━━━ Task data ━━━

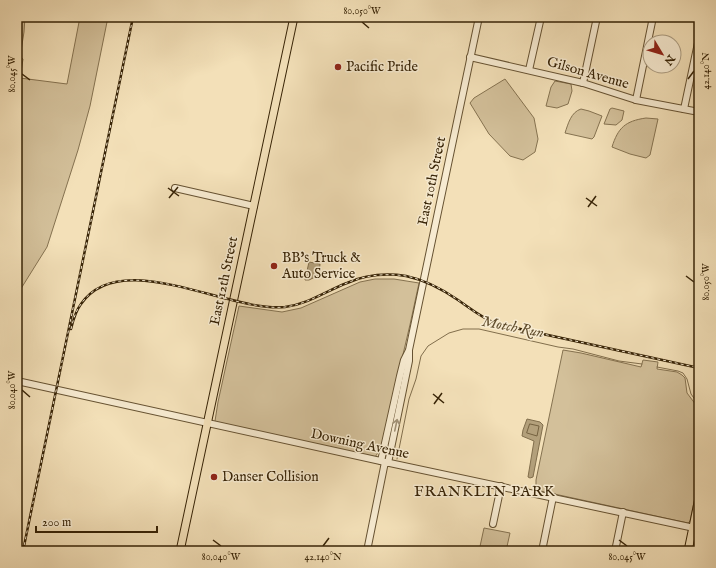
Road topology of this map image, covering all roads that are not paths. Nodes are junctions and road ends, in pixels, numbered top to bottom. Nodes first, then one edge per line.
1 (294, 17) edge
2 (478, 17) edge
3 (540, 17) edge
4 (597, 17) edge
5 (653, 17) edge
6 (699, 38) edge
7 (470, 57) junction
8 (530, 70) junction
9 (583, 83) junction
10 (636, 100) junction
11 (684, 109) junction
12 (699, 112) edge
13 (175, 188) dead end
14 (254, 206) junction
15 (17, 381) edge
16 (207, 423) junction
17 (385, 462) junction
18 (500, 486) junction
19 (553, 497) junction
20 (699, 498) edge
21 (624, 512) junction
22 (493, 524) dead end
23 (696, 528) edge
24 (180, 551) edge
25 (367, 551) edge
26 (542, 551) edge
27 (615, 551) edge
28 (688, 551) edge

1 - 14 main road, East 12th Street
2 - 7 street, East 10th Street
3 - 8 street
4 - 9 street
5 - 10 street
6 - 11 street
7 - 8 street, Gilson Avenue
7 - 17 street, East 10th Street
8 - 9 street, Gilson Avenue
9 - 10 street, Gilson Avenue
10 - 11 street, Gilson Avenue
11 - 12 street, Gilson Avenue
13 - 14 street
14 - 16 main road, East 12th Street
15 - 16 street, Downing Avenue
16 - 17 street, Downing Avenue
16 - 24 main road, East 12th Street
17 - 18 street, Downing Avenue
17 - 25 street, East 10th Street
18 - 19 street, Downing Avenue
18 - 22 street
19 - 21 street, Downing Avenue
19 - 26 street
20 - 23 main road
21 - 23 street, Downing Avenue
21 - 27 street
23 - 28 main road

━━━
━━━ Task data ━━━

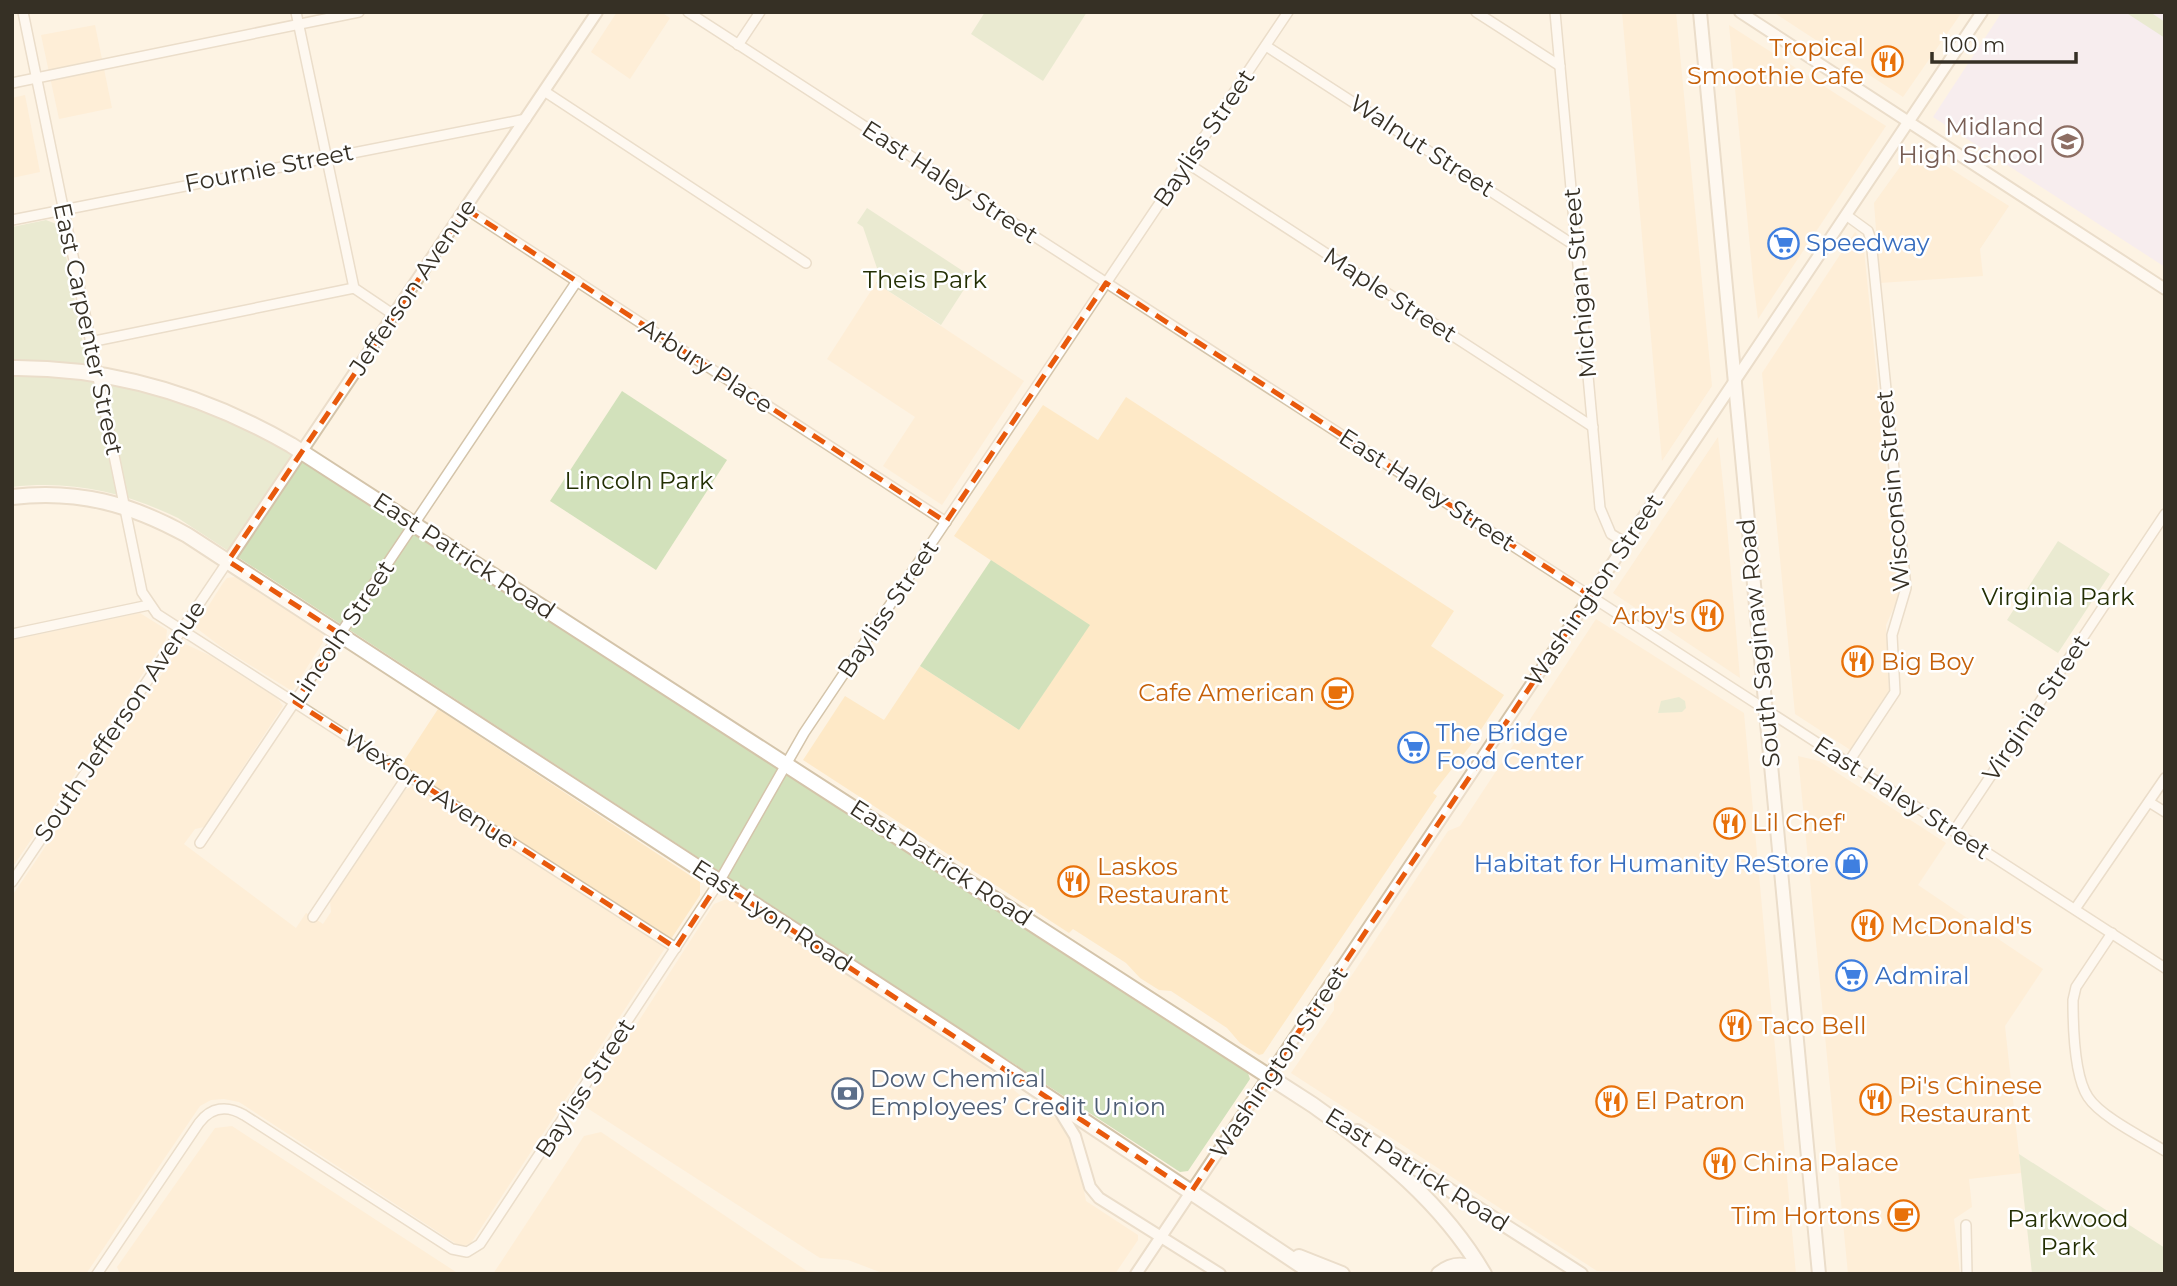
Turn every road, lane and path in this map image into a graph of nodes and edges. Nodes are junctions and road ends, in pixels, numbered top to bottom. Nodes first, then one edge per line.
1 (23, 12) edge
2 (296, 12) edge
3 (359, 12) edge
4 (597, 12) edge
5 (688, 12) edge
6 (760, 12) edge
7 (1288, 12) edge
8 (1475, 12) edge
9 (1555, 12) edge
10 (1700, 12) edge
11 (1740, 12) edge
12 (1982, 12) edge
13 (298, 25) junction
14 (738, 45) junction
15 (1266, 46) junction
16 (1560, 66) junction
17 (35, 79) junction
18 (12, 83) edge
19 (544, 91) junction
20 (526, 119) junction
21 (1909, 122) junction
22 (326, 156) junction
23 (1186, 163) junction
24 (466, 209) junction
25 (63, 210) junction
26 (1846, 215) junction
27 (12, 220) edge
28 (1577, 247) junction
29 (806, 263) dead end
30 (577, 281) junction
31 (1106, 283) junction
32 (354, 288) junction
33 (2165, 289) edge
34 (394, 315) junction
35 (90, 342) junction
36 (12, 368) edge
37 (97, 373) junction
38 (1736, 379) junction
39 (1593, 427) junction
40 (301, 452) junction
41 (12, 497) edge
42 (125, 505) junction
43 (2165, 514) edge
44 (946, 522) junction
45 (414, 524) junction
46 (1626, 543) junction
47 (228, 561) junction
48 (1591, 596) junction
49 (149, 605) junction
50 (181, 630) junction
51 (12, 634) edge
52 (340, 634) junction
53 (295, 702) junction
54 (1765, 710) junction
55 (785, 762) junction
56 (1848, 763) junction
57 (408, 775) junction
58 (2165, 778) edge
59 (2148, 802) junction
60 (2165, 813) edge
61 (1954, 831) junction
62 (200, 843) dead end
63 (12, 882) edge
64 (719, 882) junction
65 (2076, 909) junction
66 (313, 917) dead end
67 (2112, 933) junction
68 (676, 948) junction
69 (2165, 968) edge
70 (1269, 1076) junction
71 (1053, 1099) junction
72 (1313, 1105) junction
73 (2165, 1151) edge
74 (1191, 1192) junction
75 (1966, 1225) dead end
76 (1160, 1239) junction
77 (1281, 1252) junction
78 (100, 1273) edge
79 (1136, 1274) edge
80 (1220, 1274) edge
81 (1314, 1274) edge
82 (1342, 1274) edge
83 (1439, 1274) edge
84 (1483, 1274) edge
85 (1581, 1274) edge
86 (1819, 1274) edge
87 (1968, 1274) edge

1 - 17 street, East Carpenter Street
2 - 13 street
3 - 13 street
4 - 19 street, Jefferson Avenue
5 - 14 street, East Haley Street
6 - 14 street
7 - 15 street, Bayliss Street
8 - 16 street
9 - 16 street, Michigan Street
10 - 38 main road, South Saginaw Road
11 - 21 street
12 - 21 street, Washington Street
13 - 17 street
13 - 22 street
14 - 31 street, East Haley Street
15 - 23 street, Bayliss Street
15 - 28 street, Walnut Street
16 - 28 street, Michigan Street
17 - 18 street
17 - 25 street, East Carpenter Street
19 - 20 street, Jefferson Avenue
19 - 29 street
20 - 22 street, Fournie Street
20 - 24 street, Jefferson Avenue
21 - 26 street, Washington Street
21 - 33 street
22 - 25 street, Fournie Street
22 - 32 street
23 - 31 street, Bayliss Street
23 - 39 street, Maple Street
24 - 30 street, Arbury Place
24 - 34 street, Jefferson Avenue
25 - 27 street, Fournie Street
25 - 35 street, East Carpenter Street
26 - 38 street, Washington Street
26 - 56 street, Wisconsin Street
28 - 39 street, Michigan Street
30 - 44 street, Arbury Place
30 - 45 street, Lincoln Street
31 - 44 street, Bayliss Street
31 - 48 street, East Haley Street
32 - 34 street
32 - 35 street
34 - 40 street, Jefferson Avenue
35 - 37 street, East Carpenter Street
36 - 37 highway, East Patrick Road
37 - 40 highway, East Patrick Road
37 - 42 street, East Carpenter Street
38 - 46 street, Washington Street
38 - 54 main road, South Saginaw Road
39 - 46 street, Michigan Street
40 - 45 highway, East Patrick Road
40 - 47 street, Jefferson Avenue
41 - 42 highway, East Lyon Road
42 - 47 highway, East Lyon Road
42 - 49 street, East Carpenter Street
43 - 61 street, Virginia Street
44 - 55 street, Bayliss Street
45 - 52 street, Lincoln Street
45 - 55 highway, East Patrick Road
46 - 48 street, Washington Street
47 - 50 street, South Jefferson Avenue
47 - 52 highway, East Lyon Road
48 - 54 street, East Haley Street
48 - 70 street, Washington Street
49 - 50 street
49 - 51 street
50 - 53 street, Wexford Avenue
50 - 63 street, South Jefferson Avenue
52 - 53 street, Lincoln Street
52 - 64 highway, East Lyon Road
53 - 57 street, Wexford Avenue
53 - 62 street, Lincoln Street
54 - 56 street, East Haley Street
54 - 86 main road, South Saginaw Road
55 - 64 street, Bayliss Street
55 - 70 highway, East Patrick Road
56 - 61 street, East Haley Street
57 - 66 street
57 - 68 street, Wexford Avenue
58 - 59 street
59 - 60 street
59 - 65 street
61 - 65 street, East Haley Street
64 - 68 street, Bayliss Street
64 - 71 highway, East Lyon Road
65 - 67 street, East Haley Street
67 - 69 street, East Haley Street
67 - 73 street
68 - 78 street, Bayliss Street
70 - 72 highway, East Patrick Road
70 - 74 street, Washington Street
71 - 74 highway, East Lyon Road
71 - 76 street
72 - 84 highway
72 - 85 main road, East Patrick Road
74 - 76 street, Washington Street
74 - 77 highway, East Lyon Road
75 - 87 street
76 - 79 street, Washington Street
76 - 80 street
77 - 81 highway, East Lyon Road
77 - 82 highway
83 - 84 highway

━━━

### Task prompt
Lines holding the word "South" are the answer; copy every one from the records above.

### Your response
10 - 38 main road, South Saginaw Road
38 - 54 main road, South Saginaw Road
47 - 50 street, South Jefferson Avenue
50 - 63 street, South Jefferson Avenue
54 - 86 main road, South Saginaw Road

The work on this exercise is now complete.